Segment Start: Data

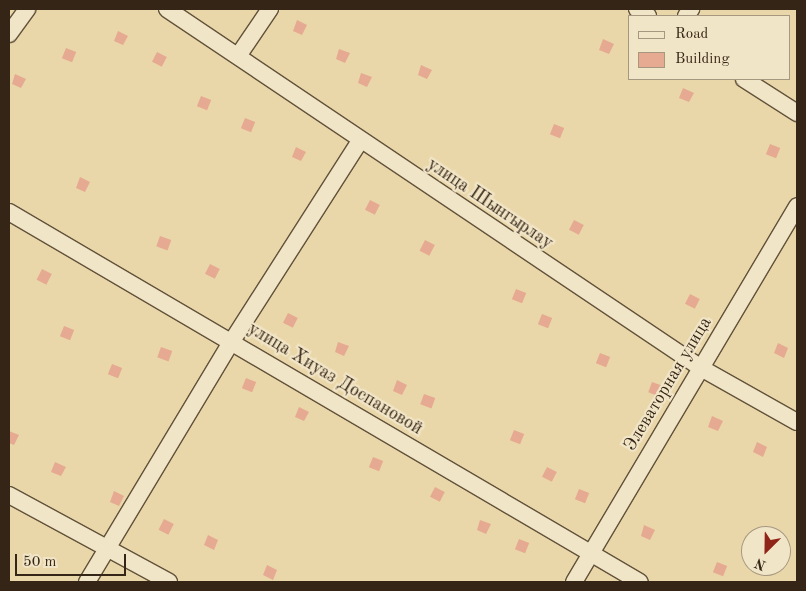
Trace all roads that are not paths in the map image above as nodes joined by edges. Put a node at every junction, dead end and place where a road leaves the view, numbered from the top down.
1 (26, 9) edge
2 (167, 9) edge
3 (270, 9) edge
4 (9, 34) edge
5 (238, 56) junction
6 (746, 80) edge
7 (797, 113) edge
8 (360, 140) junction
9 (797, 206) edge
10 (9, 212) edge
11 (232, 341) junction
12 (701, 368) junction
13 (797, 422) edge
14 (9, 495) edge
15 (108, 549) junction
16 (590, 555) junction
17 (87, 582) edge
18 (169, 582) edge
19 (574, 582) edge
20 (640, 582) edge

1 - 4 street
2 - 5 street, улица Шынгырлау
3 - 5 street
5 - 8 street, улица Шынгырлау
6 - 7 street
8 - 11 street
8 - 12 street, улица Шынгырлау
9 - 12 street, Элеваторная улица
10 - 11 street, улица Хиуаз Доспановой
11 - 15 street
11 - 16 street, улица Хиуаз Доспановой
12 - 13 street, улица Шынгырлау
12 - 16 street, Элеваторная улица
14 - 15 street
15 - 17 street
15 - 18 street
16 - 19 street, Элеваторная улица
16 - 20 street, улица Хиуаз Доспановой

Segment End: Data

> **Problem description**
Set the entries down again exactly. Do not include the images.

> **The completed task**
Trace all roads that are not paths in the map image above as nodes joined by edges. Put a node at every junction, dead end and place where a road leaves the view, numbered from the top down.
1 (26, 9) edge
2 (167, 9) edge
3 (270, 9) edge
4 (9, 34) edge
5 (238, 56) junction
6 (746, 80) edge
7 (797, 113) edge
8 (360, 140) junction
9 (797, 206) edge
10 (9, 212) edge
11 (232, 341) junction
12 (701, 368) junction
13 (797, 422) edge
14 (9, 495) edge
15 (108, 549) junction
16 (590, 555) junction
17 (87, 582) edge
18 (169, 582) edge
19 (574, 582) edge
20 (640, 582) edge

1 - 4 street
2 - 5 street, улица Шынгырлау
3 - 5 street
5 - 8 street, улица Шынгырлау
6 - 7 street
8 - 11 street
8 - 12 street, улица Шынгырлау
9 - 12 street, Элеваторная улица
10 - 11 street, улица Хиуаз Доспановой
11 - 15 street
11 - 16 street, улица Хиуаз Доспановой
12 - 13 street, улица Шынгырлау
12 - 16 street, Элеваторная улица
14 - 15 street
15 - 17 street
15 - 18 street
16 - 19 street, Элеваторная улица
16 - 20 street, улица Хиуаз Доспановой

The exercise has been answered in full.